WORK INSTRUCTION:
Please write out the whole listing that follows exactly; the pictures stay out.

____ DATA LISTING

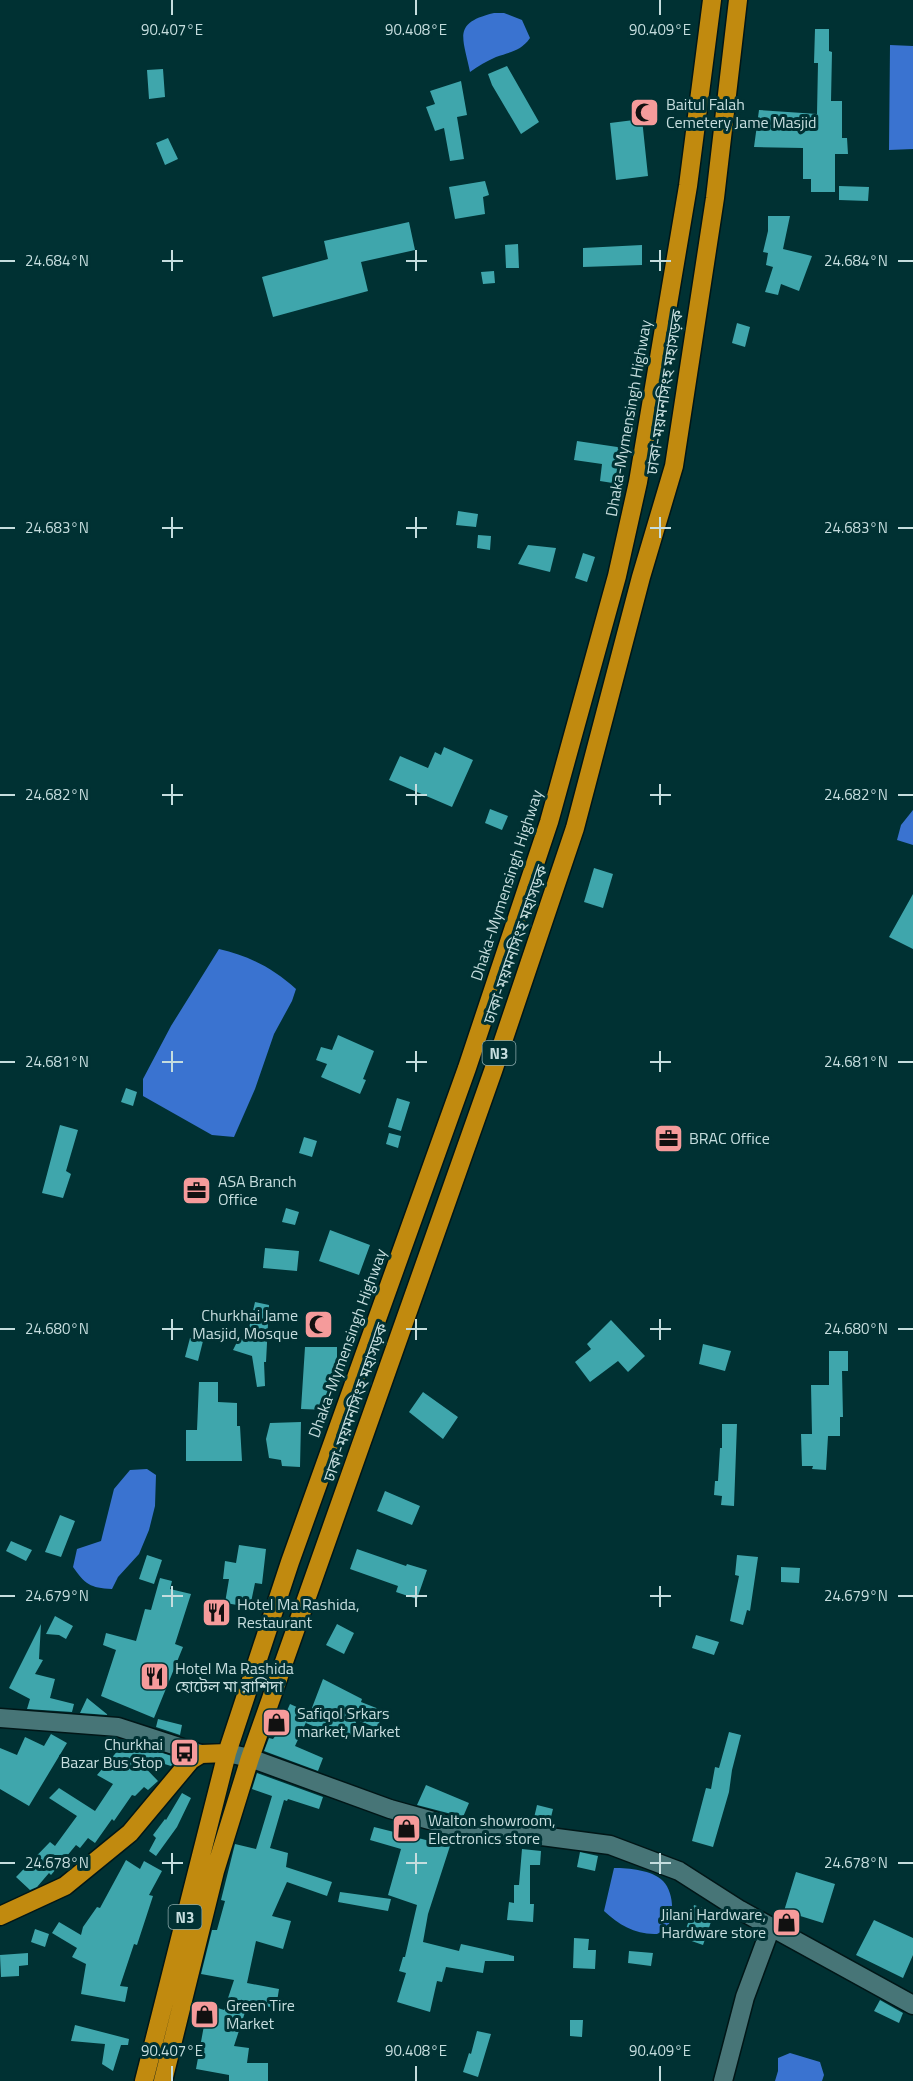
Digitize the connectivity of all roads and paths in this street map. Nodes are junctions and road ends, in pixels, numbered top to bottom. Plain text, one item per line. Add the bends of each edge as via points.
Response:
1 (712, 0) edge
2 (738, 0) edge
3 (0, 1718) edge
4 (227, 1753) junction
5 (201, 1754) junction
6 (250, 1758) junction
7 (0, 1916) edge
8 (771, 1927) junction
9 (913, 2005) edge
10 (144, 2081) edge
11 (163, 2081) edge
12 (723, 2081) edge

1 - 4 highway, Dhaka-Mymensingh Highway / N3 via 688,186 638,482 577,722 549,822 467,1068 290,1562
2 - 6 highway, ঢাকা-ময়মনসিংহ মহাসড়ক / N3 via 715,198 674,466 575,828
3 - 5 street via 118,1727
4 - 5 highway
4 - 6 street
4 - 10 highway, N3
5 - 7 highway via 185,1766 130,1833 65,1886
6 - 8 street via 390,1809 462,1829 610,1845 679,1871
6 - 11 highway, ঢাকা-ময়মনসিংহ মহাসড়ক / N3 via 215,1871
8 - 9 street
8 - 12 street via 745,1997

________

ANSWER BELOW:
Digitize the connectivity of all roads and paths in this street map. Nodes are junctions and road ends, in pixels, numbered top to bottom. Plain text, one item per line. Add the bends of each edge as via points.
Response:
1 (712, 0) edge
2 (738, 0) edge
3 (0, 1718) edge
4 (227, 1753) junction
5 (201, 1754) junction
6 (250, 1758) junction
7 (0, 1916) edge
8 (771, 1927) junction
9 (913, 2005) edge
10 (144, 2081) edge
11 (163, 2081) edge
12 (723, 2081) edge

1 - 4 highway, Dhaka-Mymensingh Highway / N3 via 688,186 638,482 577,722 549,822 467,1068 290,1562
2 - 6 highway, ঢাকা-ময়মনসিংহ মহাসড়ক / N3 via 715,198 674,466 575,828
3 - 5 street via 118,1727
4 - 5 highway
4 - 6 street
4 - 10 highway, N3
5 - 7 highway via 185,1766 130,1833 65,1886
6 - 8 street via 390,1809 462,1829 610,1845 679,1871
6 - 11 highway, ঢাকা-ময়মনসিংহ মহাসড়ক / N3 via 215,1871
8 - 9 street
8 - 12 street via 745,1997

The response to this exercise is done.